------ Task input ------

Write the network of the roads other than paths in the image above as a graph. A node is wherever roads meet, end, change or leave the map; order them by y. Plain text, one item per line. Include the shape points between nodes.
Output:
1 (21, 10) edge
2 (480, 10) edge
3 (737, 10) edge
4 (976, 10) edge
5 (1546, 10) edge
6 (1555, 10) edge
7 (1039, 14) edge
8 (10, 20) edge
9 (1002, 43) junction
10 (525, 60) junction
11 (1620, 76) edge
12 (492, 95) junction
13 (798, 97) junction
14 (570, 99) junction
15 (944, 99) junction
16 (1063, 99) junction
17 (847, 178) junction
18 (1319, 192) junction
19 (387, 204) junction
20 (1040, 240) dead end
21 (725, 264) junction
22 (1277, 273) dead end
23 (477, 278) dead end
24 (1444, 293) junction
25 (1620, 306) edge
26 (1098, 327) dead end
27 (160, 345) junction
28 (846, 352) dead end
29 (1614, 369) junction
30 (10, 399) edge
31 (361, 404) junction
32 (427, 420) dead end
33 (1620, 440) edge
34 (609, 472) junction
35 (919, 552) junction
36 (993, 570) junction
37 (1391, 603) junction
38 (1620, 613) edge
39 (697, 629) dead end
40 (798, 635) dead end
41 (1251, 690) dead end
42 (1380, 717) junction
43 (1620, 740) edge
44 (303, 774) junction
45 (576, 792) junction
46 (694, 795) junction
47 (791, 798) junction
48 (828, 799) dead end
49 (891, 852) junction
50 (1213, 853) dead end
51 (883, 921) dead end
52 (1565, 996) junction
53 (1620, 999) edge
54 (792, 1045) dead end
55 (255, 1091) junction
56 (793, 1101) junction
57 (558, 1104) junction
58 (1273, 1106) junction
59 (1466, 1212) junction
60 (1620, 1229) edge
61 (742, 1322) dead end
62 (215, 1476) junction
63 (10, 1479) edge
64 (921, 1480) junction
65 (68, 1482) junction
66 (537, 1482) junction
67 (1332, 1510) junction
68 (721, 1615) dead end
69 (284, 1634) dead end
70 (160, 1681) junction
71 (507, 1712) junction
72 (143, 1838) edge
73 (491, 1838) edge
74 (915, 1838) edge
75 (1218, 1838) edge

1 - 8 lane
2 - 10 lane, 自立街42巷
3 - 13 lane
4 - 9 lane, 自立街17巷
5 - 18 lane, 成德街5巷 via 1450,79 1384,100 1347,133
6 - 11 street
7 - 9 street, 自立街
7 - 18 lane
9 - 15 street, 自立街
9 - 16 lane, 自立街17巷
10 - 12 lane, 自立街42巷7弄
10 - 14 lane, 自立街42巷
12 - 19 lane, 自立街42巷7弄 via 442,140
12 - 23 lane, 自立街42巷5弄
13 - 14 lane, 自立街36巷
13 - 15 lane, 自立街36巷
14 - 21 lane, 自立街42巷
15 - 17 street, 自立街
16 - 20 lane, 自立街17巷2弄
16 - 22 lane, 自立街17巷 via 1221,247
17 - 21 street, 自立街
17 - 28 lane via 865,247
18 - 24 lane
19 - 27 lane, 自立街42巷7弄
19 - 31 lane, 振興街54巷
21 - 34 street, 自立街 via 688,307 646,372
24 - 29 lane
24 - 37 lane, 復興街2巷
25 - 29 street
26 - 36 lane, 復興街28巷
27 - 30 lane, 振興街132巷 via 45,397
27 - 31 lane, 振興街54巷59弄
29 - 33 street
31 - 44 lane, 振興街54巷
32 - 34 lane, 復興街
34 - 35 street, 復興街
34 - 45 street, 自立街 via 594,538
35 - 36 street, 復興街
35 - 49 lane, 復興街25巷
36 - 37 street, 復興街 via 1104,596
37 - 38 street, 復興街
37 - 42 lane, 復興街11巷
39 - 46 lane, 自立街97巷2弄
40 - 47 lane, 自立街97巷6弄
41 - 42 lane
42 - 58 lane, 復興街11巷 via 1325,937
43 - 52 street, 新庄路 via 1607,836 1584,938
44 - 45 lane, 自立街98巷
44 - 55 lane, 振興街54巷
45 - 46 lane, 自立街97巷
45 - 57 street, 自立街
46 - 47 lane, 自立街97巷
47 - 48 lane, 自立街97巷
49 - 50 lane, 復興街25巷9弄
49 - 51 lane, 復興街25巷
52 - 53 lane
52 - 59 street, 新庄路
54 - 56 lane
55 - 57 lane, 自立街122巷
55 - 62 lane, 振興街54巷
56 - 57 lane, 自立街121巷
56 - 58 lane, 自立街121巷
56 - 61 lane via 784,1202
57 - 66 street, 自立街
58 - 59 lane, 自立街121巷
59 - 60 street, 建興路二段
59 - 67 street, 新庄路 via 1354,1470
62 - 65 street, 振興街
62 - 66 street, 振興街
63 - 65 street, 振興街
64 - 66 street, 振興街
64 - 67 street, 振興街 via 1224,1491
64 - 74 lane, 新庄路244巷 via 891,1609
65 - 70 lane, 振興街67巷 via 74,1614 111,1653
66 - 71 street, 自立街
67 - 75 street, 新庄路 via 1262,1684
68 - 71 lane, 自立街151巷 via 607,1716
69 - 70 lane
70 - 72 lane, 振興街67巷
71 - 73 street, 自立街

------

■ Exercise directions:
The full listing above should be repeated without omission.

■ Answer:
Write the network of the roads other than paths in the image above as a graph. A node is wherever roads meet, end, change or leave the map; order them by y. Plain text, one item per line. Include the shape points between nodes.
Output:
1 (21, 10) edge
2 (480, 10) edge
3 (737, 10) edge
4 (976, 10) edge
5 (1546, 10) edge
6 (1555, 10) edge
7 (1039, 14) edge
8 (10, 20) edge
9 (1002, 43) junction
10 (525, 60) junction
11 (1620, 76) edge
12 (492, 95) junction
13 (798, 97) junction
14 (570, 99) junction
15 (944, 99) junction
16 (1063, 99) junction
17 (847, 178) junction
18 (1319, 192) junction
19 (387, 204) junction
20 (1040, 240) dead end
21 (725, 264) junction
22 (1277, 273) dead end
23 (477, 278) dead end
24 (1444, 293) junction
25 (1620, 306) edge
26 (1098, 327) dead end
27 (160, 345) junction
28 (846, 352) dead end
29 (1614, 369) junction
30 (10, 399) edge
31 (361, 404) junction
32 (427, 420) dead end
33 (1620, 440) edge
34 (609, 472) junction
35 (919, 552) junction
36 (993, 570) junction
37 (1391, 603) junction
38 (1620, 613) edge
39 (697, 629) dead end
40 (798, 635) dead end
41 (1251, 690) dead end
42 (1380, 717) junction
43 (1620, 740) edge
44 (303, 774) junction
45 (576, 792) junction
46 (694, 795) junction
47 (791, 798) junction
48 (828, 799) dead end
49 (891, 852) junction
50 (1213, 853) dead end
51 (883, 921) dead end
52 (1565, 996) junction
53 (1620, 999) edge
54 (792, 1045) dead end
55 (255, 1091) junction
56 (793, 1101) junction
57 (558, 1104) junction
58 (1273, 1106) junction
59 (1466, 1212) junction
60 (1620, 1229) edge
61 (742, 1322) dead end
62 (215, 1476) junction
63 (10, 1479) edge
64 (921, 1480) junction
65 (68, 1482) junction
66 (537, 1482) junction
67 (1332, 1510) junction
68 (721, 1615) dead end
69 (284, 1634) dead end
70 (160, 1681) junction
71 (507, 1712) junction
72 (143, 1838) edge
73 (491, 1838) edge
74 (915, 1838) edge
75 (1218, 1838) edge

1 - 8 lane
2 - 10 lane, 自立街42巷
3 - 13 lane
4 - 9 lane, 自立街17巷
5 - 18 lane, 成德街5巷 via 1450,79 1384,100 1347,133
6 - 11 street
7 - 9 street, 自立街
7 - 18 lane
9 - 15 street, 自立街
9 - 16 lane, 自立街17巷
10 - 12 lane, 自立街42巷7弄
10 - 14 lane, 自立街42巷
12 - 19 lane, 自立街42巷7弄 via 442,140
12 - 23 lane, 自立街42巷5弄
13 - 14 lane, 自立街36巷
13 - 15 lane, 自立街36巷
14 - 21 lane, 自立街42巷
15 - 17 street, 自立街
16 - 20 lane, 自立街17巷2弄
16 - 22 lane, 自立街17巷 via 1221,247
17 - 21 street, 自立街
17 - 28 lane via 865,247
18 - 24 lane
19 - 27 lane, 自立街42巷7弄
19 - 31 lane, 振興街54巷
21 - 34 street, 自立街 via 688,307 646,372
24 - 29 lane
24 - 37 lane, 復興街2巷
25 - 29 street
26 - 36 lane, 復興街28巷
27 - 30 lane, 振興街132巷 via 45,397
27 - 31 lane, 振興街54巷59弄
29 - 33 street
31 - 44 lane, 振興街54巷
32 - 34 lane, 復興街
34 - 35 street, 復興街
34 - 45 street, 自立街 via 594,538
35 - 36 street, 復興街
35 - 49 lane, 復興街25巷
36 - 37 street, 復興街 via 1104,596
37 - 38 street, 復興街
37 - 42 lane, 復興街11巷
39 - 46 lane, 自立街97巷2弄
40 - 47 lane, 自立街97巷6弄
41 - 42 lane
42 - 58 lane, 復興街11巷 via 1325,937
43 - 52 street, 新庄路 via 1607,836 1584,938
44 - 45 lane, 自立街98巷
44 - 55 lane, 振興街54巷
45 - 46 lane, 自立街97巷
45 - 57 street, 自立街
46 - 47 lane, 自立街97巷
47 - 48 lane, 自立街97巷
49 - 50 lane, 復興街25巷9弄
49 - 51 lane, 復興街25巷
52 - 53 lane
52 - 59 street, 新庄路
54 - 56 lane
55 - 57 lane, 自立街122巷
55 - 62 lane, 振興街54巷
56 - 57 lane, 自立街121巷
56 - 58 lane, 自立街121巷
56 - 61 lane via 784,1202
57 - 66 street, 自立街
58 - 59 lane, 自立街121巷
59 - 60 street, 建興路二段
59 - 67 street, 新庄路 via 1354,1470
62 - 65 street, 振興街
62 - 66 street, 振興街
63 - 65 street, 振興街
64 - 66 street, 振興街
64 - 67 street, 振興街 via 1224,1491
64 - 74 lane, 新庄路244巷 via 891,1609
65 - 70 lane, 振興街67巷 via 74,1614 111,1653
66 - 71 street, 自立街
67 - 75 street, 新庄路 via 1262,1684
68 - 71 lane, 自立街151巷 via 607,1716
69 - 70 lane
70 - 72 lane, 振興街67巷
71 - 73 street, 自立街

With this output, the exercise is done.